Moody Butterfly
Sometimes I wonder if I'm just a means to alleviate your boredom. I don't feel special. I don't feel like I am really that important to you. Sometimes I feel a little like you're taking advantage of me. You don't chase after me like you should. If anything, I'm always the one chasing after you. I'm the one constantly asking you to go places, I'm the one always offering to drive you here and there; I'm the one who always wants to see you. Now tell me, what's wrong this this picture?After a day of quasi-clarity, my only thought is that I think my expectations have changed a little. I don't want to progress anymore. I don't want to move up any more levels, to advance or progress further without reassurance from you. I'm giving out again, and I know that if we don't quickly settle this, I will get hurt again. I understand that it is difficult for you to see me, to keep yourself under control, and to treat me right. But I also understand that I'm probably the one more in control of the situation. I can tell you to stop and you will. Except that I'm not a very moral person - so it makes our situation difficult.

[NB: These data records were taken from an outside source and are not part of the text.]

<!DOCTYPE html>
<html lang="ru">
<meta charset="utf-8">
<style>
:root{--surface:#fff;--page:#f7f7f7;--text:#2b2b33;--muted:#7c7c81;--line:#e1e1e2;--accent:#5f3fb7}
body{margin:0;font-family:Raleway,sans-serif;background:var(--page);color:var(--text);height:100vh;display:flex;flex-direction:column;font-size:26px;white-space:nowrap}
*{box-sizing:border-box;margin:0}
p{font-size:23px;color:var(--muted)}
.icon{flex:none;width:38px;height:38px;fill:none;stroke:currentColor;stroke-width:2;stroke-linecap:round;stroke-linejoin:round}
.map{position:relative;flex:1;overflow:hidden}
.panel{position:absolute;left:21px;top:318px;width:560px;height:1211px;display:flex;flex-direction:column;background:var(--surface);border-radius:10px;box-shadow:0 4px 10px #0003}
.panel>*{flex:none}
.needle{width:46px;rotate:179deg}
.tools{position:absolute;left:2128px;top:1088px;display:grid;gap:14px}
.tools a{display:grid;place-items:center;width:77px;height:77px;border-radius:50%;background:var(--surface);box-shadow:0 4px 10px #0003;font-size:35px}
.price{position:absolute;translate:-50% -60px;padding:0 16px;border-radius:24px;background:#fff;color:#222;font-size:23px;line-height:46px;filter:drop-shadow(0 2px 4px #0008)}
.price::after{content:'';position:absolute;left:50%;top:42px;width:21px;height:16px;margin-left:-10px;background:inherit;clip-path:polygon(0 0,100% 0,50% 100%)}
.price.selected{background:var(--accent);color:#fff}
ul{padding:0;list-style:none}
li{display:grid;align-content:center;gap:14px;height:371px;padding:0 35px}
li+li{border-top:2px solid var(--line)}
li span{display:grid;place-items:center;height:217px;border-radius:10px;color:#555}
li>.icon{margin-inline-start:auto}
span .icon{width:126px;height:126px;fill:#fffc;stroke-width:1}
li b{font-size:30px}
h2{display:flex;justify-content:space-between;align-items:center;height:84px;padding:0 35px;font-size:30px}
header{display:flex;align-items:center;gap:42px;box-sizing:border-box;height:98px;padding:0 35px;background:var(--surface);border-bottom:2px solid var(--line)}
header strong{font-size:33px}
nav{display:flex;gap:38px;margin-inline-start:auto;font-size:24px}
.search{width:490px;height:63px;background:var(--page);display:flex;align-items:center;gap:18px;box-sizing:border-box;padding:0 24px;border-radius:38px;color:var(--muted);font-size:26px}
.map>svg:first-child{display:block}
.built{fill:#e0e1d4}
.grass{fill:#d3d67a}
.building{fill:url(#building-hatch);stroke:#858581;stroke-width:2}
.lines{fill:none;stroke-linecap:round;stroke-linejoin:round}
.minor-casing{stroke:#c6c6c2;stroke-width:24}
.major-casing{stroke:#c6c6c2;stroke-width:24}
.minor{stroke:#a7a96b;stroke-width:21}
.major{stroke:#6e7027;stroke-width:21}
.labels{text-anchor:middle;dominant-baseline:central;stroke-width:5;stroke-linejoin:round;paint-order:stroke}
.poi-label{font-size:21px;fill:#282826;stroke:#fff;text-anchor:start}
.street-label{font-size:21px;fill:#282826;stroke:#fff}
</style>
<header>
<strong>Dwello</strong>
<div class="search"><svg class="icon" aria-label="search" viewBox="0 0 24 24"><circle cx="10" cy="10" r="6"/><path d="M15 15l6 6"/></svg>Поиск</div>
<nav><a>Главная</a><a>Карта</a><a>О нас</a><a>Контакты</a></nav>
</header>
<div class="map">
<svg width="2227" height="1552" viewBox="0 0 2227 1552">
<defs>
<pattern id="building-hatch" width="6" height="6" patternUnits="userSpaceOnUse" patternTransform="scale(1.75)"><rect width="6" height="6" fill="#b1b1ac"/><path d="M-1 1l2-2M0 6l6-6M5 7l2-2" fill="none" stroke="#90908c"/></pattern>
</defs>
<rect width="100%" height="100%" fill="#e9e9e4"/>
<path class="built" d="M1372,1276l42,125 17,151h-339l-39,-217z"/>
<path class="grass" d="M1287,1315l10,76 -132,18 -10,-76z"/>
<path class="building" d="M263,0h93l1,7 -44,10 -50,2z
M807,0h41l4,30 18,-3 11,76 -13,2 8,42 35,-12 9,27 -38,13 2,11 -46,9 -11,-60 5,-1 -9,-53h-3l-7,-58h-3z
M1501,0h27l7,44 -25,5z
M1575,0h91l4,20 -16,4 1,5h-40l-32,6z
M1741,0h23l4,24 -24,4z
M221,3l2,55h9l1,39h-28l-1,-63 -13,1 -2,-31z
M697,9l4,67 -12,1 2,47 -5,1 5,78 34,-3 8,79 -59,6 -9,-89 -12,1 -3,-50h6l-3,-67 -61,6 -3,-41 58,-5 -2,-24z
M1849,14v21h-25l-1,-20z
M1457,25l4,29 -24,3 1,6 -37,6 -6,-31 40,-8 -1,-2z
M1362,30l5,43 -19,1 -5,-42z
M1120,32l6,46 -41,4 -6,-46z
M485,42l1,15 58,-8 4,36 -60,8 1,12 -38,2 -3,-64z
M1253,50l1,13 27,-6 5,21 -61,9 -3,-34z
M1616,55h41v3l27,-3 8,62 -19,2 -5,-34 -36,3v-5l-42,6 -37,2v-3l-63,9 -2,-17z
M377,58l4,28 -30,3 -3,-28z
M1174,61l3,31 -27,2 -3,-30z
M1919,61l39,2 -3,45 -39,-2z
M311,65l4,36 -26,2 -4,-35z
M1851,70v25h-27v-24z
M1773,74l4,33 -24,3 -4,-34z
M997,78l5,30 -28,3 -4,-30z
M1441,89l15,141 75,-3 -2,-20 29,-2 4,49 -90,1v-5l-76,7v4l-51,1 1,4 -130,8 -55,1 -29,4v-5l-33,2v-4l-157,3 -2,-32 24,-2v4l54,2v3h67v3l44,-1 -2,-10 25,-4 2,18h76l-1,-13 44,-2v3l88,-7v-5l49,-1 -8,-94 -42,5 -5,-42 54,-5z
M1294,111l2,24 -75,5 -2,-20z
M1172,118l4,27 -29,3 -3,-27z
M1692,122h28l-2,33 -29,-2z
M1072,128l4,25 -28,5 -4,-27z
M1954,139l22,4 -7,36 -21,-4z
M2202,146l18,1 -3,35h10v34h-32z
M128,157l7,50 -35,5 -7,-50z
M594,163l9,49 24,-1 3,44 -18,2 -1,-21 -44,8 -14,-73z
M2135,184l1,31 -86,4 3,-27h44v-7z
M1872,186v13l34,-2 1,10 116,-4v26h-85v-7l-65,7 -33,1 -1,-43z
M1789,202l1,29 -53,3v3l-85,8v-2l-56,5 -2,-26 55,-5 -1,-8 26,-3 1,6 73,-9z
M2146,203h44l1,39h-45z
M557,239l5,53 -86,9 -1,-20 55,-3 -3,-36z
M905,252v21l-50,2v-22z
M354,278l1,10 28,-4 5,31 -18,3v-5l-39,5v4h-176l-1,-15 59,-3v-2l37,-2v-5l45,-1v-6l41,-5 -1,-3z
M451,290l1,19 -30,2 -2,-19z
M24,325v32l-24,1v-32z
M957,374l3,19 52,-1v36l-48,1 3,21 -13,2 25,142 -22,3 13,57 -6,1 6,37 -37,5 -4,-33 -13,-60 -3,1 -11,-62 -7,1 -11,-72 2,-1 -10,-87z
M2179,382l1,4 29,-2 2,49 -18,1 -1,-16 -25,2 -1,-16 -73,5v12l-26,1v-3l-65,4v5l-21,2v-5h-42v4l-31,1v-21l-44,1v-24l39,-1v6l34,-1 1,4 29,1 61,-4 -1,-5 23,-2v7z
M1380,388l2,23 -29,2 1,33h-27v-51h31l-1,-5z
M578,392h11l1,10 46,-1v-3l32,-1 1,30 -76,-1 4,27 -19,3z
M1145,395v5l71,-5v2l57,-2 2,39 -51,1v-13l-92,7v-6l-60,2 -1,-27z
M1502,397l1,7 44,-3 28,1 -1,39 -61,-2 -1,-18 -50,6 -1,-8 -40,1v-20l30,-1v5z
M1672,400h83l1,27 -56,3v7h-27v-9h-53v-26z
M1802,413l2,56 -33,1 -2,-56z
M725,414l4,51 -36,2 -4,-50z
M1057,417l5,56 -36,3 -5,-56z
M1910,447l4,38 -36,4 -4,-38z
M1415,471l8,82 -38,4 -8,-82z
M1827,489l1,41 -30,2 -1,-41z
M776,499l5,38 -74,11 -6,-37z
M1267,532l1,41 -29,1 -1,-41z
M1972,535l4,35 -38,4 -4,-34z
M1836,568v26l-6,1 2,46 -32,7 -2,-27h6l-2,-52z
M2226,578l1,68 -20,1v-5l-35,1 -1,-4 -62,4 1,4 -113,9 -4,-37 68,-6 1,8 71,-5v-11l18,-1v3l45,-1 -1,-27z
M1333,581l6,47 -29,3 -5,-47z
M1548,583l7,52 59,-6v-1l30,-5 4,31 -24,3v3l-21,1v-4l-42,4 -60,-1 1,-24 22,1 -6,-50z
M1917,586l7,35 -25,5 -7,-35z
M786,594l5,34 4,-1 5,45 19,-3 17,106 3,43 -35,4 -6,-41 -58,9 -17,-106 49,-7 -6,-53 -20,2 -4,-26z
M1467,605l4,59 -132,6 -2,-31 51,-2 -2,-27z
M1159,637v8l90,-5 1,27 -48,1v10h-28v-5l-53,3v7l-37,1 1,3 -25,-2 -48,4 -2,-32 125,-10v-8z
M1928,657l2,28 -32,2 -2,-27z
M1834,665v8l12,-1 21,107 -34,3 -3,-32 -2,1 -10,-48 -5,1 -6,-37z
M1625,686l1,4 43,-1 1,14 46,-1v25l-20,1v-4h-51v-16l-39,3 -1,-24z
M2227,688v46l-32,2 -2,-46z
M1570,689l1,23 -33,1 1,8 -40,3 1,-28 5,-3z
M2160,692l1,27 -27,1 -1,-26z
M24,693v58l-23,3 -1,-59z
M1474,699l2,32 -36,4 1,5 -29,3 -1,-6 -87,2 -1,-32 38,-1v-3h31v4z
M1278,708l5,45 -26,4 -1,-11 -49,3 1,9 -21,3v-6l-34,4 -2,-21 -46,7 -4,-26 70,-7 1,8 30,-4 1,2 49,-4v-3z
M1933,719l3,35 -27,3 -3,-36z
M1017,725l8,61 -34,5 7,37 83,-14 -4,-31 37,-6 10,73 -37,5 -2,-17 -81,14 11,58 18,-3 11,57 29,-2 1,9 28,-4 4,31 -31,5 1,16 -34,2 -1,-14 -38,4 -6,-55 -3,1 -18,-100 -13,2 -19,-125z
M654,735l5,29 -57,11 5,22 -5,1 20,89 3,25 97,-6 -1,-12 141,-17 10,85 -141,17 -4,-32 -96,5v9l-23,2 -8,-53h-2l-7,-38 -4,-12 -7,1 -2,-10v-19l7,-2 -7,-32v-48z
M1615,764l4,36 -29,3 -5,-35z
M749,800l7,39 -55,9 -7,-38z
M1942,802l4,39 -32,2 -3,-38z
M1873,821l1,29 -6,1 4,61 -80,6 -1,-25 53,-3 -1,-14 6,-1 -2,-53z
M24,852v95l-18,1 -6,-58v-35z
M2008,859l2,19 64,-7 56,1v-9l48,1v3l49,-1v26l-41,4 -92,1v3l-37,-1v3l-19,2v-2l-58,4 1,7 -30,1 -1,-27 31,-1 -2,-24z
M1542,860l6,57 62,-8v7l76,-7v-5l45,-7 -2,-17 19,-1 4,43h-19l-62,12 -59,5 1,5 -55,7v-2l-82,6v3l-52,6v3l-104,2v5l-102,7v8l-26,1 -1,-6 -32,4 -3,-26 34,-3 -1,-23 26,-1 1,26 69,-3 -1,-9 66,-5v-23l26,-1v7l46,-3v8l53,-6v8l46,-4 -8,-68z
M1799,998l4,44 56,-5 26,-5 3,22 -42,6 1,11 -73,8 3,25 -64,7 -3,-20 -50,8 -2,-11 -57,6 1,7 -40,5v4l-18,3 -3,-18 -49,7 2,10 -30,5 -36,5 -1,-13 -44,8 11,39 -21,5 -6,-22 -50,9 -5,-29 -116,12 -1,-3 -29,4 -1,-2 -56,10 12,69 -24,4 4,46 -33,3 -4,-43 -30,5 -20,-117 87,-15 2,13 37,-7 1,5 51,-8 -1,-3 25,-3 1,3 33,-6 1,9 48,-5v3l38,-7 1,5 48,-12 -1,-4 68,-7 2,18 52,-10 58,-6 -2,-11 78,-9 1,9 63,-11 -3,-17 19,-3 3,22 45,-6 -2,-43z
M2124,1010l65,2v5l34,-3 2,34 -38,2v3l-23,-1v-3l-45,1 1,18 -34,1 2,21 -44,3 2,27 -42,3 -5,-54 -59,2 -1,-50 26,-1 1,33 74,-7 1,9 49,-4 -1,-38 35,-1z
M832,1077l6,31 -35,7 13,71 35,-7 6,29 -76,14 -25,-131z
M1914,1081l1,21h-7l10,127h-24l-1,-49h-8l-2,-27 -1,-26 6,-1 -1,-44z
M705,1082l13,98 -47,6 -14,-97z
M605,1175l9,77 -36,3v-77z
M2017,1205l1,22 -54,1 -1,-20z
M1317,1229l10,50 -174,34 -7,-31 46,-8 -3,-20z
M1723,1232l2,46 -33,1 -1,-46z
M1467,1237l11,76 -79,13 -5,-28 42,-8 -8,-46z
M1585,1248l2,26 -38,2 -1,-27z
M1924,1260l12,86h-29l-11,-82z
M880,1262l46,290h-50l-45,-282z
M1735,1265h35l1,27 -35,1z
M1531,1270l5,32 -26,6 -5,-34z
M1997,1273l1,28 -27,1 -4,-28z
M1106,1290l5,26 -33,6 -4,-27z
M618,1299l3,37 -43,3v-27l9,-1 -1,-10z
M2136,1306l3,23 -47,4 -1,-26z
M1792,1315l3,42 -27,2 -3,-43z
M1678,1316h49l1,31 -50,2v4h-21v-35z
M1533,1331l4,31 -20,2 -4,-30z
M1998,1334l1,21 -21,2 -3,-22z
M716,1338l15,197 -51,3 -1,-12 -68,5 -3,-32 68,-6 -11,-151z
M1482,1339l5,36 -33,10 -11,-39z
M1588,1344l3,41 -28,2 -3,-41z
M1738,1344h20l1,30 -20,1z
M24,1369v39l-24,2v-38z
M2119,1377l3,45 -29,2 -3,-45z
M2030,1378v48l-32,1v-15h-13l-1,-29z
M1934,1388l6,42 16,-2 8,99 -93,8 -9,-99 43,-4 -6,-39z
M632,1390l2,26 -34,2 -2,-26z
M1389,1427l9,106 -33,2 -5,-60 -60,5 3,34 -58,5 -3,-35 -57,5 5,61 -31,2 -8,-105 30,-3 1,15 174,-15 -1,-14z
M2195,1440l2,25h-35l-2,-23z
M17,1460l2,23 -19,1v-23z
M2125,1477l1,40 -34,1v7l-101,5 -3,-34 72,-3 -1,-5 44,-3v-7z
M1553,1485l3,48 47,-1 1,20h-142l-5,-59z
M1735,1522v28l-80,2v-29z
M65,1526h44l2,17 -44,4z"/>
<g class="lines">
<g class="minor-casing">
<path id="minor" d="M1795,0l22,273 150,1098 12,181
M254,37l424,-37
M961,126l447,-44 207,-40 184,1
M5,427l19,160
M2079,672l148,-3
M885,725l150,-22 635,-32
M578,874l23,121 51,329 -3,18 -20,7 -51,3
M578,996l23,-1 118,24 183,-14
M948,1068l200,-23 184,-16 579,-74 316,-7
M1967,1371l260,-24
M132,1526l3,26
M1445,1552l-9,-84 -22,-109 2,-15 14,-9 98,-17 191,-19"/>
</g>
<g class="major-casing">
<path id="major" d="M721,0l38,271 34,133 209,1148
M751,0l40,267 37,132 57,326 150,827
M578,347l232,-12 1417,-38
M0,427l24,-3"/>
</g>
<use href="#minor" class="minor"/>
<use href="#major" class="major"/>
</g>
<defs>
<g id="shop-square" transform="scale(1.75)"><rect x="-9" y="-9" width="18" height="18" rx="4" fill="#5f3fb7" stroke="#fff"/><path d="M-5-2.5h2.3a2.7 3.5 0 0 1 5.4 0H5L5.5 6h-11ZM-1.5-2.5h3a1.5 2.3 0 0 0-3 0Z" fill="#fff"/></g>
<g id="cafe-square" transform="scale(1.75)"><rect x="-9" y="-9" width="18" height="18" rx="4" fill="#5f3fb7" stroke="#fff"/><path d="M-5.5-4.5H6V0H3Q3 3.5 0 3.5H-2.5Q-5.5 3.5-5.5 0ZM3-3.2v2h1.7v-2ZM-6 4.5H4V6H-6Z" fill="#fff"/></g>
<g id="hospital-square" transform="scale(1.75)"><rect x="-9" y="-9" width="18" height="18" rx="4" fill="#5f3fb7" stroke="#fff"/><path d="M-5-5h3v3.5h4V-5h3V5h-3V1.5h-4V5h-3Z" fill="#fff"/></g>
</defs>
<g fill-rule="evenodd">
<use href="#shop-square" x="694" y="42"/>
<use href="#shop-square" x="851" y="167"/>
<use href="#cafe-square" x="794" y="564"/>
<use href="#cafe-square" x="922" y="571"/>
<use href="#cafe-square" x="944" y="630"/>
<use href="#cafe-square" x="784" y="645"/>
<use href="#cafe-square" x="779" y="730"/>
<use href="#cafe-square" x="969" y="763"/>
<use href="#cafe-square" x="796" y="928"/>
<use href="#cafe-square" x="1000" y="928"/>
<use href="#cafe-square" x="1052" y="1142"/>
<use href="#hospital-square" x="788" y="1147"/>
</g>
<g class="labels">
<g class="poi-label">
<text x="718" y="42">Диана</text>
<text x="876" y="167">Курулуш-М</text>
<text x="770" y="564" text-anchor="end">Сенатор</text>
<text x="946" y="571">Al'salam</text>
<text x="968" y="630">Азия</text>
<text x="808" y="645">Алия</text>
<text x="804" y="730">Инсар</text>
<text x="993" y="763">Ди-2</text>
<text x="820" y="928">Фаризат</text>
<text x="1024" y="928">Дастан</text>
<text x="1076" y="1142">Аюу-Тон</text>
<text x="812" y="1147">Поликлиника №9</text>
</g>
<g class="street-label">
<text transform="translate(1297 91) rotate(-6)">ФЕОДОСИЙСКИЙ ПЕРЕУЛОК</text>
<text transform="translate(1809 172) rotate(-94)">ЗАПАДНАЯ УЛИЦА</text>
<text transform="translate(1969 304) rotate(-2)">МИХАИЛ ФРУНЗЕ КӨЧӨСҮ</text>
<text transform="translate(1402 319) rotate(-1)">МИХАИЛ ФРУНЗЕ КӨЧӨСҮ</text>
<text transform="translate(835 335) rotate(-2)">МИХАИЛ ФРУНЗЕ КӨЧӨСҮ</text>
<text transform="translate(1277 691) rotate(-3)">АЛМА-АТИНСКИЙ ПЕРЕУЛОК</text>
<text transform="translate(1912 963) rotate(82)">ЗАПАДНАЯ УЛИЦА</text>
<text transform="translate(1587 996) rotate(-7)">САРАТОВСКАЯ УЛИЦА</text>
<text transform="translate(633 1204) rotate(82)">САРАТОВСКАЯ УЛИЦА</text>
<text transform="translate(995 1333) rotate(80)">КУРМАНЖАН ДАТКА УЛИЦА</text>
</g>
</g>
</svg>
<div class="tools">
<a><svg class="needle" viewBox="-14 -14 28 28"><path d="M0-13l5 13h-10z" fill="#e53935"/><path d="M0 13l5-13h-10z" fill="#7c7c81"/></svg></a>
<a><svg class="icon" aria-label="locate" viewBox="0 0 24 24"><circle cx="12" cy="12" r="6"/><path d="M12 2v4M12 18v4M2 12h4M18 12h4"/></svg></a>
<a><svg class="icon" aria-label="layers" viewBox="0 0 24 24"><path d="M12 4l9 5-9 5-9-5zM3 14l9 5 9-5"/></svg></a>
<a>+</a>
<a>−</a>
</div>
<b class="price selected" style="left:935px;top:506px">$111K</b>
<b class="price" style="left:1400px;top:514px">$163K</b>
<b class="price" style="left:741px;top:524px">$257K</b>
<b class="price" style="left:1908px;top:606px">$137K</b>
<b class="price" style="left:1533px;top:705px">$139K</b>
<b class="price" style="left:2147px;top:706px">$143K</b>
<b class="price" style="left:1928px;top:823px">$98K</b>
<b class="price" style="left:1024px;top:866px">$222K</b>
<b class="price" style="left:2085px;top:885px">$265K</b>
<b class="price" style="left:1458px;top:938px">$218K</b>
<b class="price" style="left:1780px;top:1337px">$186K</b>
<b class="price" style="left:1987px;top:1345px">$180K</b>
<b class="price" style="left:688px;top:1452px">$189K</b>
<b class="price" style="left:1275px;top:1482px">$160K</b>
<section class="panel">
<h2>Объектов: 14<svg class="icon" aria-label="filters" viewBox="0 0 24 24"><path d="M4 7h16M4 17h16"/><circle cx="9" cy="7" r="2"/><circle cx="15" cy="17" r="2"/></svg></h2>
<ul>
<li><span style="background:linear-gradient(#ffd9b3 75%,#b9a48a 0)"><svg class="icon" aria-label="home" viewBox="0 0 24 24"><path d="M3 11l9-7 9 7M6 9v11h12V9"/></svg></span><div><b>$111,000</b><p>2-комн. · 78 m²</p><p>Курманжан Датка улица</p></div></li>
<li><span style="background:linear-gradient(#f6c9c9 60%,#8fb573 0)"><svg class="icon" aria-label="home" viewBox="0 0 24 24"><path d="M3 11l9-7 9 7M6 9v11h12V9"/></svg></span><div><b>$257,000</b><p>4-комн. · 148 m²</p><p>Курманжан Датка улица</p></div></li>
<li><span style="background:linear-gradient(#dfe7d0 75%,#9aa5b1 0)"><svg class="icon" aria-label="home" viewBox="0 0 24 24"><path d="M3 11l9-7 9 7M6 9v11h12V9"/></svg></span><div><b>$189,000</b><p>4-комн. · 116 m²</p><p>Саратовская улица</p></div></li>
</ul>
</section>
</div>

In all, perhaps I should take these following 2 years and use it to my advangage. Pull myself together, organise my life, and then see if I can go to Europe for a holiday. If i give myself a goal - norway in 2007, then that will maybe settle myself a little. If i try and take a look at the big sheme of things, maybe I won't get hurt so much by you.
My affection for you knows no bounds. Unfortunately, yours seems to only emerge in periods of confusion and unclarity. You are afraid to commit. Which is fair . But I need to protect myself. I don't want to become one of those desperate girls. I want to be respected, loved and sought after. You won't come after me. And I don't know how I can make you do so. In all, you have a two year window to keep me. If you fail, then that's it. if we are just to be friends after this, then i'd like to know that you have lost. Because, quite frankly, I don't think I can handle being friends with you. Despite my current state these days, all in all, I am trying to wean myself from you. I am trying to be strong, and be my own person. I have had contact with you fairly often in the last few days. I need to stop. If you really want me, you will come. You will fight. I shouldn't have to constantly do the work , and I shouldn't have to feel like I'm only a means to an end to alleviate your boredom. Every time you talk to me online, I am met with the phrase, "I am bored". I don't want to be a second rate cure. I want you to WANT to be with me . To WANT to spend time with me.
And as much as you hate dragging this out with me, perhaps you don't realise what it is in fact you are doing. I hate sitting here "waiting" for you. It's not healthy. And it's not fair to my self respect.
It hurts to see us progress without a solid emotional foundation. I no longer ask for analysis from you. I no longer ask, "what are you thinking", and attempt to see where you are standing. I am trying to be patient. But it is difficult and hard. I am sweeping under the rug all the bolsters of our situation. I am trying to make the most out of what we have before it crumbles and falls.
You tell me that I'm amazing, and that you can't figure out what it is that is holding you back. You tell me that you hate yourself for having to put me through this. Sometimes, I wonder if I am your karmic retribution. For all the people who have snubbed you, laughed in your face and rejected you, I am the one you can throw it all back at. I am the one that you can wreak your revenge on. I become an example for you to say to yourself, 'see? i can be like all the others too. I can be ruthless and cold in love. Sweethearts, this is payback.'
Talk about unlucky...
I can't really describe my mood at the moment. I no longer angst like I used to. Perhaps I have accepted my fate, and have become passive. I'm tired of angsting over this situation. I'm tired of the bitterness, anger and hate. I don't really know what to do anymore. I just want things to work out.
Deep down I know that you wil proabbly never settle. I dont think you will allow yourself to. So maybe I'm just making the most of this before it all goes to hell.
I just don't want to fall like last time. I see this little brief interlude for what it is. It's the teetering, the waiting. and to be honest, I don't think I really want the answer. Perhaps all I really need is now.
You tell me that that it won't take 2 years for you to figure out how to solve this. I'm actually hoping it will. because after 2 years of this half limbotic state, I can leave, content that I wll have something else. Hopefully I will be able to establish what it is I need in order to survive and I will be happy. If you don't want a relationship, honestly i don't think i want you around. you know things about me that you should not know. and in some ways, I am trying to stem the blood flow before it's too late.